» **THE PROBLEM**: Copy every line from the records below that carries the word "joint".

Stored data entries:

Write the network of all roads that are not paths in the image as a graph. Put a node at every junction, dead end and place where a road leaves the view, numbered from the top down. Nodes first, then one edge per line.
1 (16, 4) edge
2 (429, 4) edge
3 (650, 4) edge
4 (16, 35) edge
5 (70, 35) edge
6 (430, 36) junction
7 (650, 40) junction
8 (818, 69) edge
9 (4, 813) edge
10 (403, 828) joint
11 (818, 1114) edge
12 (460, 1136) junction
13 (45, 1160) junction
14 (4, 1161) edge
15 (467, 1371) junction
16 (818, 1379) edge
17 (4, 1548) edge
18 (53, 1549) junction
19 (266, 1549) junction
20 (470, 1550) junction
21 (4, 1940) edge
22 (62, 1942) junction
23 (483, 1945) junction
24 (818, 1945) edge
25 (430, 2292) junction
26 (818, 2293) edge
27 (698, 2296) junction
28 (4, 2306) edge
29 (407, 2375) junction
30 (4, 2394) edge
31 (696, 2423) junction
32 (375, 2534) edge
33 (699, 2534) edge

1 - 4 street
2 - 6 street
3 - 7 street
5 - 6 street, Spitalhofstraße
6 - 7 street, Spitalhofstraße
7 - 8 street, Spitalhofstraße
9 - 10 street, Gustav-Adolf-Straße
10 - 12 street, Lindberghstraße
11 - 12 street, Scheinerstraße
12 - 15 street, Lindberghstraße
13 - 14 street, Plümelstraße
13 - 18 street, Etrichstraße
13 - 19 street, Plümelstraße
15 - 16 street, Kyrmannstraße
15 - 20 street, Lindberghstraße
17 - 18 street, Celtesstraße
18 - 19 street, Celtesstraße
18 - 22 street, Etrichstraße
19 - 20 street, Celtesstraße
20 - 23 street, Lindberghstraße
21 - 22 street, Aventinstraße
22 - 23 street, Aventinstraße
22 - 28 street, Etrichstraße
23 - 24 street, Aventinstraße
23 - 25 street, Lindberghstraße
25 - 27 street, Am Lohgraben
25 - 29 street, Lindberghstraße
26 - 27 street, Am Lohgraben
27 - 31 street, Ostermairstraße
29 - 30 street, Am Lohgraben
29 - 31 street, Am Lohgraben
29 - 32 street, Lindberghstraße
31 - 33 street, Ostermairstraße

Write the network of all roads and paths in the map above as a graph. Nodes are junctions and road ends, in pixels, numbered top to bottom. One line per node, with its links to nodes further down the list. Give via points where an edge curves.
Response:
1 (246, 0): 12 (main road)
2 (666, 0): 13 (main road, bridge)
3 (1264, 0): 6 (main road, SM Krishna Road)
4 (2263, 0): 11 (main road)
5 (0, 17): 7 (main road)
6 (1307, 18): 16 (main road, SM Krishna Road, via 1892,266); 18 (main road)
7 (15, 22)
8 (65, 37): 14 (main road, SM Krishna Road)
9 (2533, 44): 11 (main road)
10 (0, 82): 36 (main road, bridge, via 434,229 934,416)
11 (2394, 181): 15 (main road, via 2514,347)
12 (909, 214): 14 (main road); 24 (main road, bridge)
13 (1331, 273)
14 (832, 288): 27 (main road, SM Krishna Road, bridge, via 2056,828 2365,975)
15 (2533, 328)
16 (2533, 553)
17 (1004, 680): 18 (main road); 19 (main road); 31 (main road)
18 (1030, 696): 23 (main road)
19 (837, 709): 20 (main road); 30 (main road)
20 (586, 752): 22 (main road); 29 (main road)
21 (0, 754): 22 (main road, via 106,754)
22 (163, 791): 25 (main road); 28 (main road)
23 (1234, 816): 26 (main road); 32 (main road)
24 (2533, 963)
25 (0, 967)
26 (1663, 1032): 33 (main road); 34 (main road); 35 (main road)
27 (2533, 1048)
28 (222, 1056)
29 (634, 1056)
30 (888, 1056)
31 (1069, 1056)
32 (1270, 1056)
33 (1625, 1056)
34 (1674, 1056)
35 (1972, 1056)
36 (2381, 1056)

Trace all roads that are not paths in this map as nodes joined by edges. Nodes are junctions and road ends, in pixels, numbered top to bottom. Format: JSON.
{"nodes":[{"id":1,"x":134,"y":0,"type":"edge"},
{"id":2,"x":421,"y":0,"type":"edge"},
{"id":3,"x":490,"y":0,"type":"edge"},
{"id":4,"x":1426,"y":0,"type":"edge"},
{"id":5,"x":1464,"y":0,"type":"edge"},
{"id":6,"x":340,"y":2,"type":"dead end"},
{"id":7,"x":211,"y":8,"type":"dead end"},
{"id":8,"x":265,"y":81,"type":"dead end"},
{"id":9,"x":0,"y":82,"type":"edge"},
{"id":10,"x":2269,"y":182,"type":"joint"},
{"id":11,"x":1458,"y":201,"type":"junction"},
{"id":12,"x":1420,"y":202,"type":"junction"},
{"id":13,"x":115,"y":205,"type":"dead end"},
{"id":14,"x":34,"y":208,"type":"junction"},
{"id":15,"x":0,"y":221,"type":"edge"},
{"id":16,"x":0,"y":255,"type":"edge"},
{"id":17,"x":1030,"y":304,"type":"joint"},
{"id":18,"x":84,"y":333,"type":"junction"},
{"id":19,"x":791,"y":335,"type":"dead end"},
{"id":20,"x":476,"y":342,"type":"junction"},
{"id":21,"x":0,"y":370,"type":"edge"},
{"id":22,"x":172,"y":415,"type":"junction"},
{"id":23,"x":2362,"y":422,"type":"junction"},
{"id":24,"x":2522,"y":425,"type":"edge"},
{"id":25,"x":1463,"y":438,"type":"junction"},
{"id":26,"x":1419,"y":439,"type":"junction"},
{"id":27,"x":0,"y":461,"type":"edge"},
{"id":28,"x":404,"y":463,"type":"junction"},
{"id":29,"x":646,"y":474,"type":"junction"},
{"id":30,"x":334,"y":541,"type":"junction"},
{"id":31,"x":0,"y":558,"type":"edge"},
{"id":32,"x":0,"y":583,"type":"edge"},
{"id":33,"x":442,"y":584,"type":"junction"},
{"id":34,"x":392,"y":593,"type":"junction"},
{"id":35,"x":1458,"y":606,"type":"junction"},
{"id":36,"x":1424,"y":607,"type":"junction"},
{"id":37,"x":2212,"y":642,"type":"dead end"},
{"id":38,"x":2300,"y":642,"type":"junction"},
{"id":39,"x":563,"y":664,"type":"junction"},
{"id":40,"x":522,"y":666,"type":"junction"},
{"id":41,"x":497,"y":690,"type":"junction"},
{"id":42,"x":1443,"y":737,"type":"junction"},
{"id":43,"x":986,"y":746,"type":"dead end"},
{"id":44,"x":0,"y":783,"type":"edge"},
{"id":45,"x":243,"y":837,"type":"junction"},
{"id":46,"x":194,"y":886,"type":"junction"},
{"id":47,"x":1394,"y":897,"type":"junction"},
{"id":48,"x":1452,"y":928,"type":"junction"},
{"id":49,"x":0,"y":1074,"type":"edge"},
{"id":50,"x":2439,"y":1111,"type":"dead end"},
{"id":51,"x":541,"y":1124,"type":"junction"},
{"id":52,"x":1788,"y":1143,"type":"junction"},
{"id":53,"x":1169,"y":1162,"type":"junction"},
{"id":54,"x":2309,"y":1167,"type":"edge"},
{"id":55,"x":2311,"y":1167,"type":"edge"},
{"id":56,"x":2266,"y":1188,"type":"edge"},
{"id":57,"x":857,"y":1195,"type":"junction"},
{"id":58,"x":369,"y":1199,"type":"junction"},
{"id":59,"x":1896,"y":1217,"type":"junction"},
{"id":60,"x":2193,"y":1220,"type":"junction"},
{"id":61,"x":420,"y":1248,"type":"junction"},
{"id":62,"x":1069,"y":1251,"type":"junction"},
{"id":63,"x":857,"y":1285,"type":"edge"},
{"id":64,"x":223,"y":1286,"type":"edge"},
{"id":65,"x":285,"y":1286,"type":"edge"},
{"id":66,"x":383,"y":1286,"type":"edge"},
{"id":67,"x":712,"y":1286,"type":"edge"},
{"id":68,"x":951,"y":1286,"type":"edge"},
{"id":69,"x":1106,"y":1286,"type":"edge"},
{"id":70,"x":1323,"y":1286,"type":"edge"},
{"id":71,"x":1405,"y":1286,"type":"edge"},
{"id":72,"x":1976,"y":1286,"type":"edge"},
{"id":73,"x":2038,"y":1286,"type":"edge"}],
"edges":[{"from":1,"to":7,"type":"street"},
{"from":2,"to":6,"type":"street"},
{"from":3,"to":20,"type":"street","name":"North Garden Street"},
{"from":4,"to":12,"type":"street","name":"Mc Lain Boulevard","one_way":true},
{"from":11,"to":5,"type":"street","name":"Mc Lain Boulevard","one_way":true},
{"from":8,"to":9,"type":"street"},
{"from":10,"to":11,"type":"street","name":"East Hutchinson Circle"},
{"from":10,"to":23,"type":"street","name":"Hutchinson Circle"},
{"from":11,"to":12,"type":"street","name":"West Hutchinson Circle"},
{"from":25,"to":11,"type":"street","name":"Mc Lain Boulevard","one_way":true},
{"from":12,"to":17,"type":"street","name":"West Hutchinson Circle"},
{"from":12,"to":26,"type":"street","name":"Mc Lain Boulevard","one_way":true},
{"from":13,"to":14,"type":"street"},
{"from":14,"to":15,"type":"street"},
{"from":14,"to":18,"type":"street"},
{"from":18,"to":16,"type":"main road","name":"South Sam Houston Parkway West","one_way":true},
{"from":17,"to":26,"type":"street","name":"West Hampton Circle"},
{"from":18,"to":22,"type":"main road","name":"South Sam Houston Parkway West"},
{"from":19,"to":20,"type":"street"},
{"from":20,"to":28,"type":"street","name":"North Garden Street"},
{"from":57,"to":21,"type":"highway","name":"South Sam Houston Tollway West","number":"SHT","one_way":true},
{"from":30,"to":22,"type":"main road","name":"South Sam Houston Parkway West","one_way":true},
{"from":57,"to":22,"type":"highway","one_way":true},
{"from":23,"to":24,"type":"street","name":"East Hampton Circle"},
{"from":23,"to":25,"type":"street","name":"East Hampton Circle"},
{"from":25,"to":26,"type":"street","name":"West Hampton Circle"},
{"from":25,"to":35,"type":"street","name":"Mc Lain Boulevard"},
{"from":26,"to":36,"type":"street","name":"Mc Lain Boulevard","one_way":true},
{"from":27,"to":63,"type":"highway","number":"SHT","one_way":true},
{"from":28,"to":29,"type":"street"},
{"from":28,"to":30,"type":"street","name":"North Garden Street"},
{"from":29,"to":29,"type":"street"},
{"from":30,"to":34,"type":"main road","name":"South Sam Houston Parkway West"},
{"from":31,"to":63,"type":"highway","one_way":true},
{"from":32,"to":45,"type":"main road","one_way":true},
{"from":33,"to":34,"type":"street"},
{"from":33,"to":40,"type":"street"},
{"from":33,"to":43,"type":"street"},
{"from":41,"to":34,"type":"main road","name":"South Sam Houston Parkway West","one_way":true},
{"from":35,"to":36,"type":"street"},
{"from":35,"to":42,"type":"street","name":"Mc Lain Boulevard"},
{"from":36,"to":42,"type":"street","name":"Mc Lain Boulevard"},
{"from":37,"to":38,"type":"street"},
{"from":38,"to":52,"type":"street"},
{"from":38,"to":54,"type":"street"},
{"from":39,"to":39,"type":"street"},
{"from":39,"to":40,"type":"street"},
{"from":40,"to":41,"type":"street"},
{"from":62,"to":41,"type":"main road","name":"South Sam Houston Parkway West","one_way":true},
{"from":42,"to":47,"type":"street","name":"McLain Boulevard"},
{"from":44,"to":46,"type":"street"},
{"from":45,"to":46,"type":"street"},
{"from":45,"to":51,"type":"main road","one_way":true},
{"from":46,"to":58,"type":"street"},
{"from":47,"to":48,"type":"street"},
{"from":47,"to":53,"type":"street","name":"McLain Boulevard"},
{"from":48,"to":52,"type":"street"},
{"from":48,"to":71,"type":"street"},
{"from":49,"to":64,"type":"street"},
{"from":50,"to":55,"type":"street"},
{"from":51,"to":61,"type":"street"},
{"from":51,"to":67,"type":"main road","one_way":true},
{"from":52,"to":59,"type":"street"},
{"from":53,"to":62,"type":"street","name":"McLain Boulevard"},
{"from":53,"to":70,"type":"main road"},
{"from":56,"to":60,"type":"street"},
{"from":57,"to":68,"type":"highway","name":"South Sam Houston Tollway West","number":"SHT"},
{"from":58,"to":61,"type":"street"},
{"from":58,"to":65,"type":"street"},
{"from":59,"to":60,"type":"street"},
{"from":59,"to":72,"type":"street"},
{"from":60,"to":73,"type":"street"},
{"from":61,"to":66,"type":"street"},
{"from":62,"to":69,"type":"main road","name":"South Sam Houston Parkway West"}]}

» **WRITTEN ANSWER**:
10 (403, 828) joint
{"id":10,"x":2269,"y":182,"type":"joint"},
{"id":17,"x":1030,"y":304,"type":"joint"},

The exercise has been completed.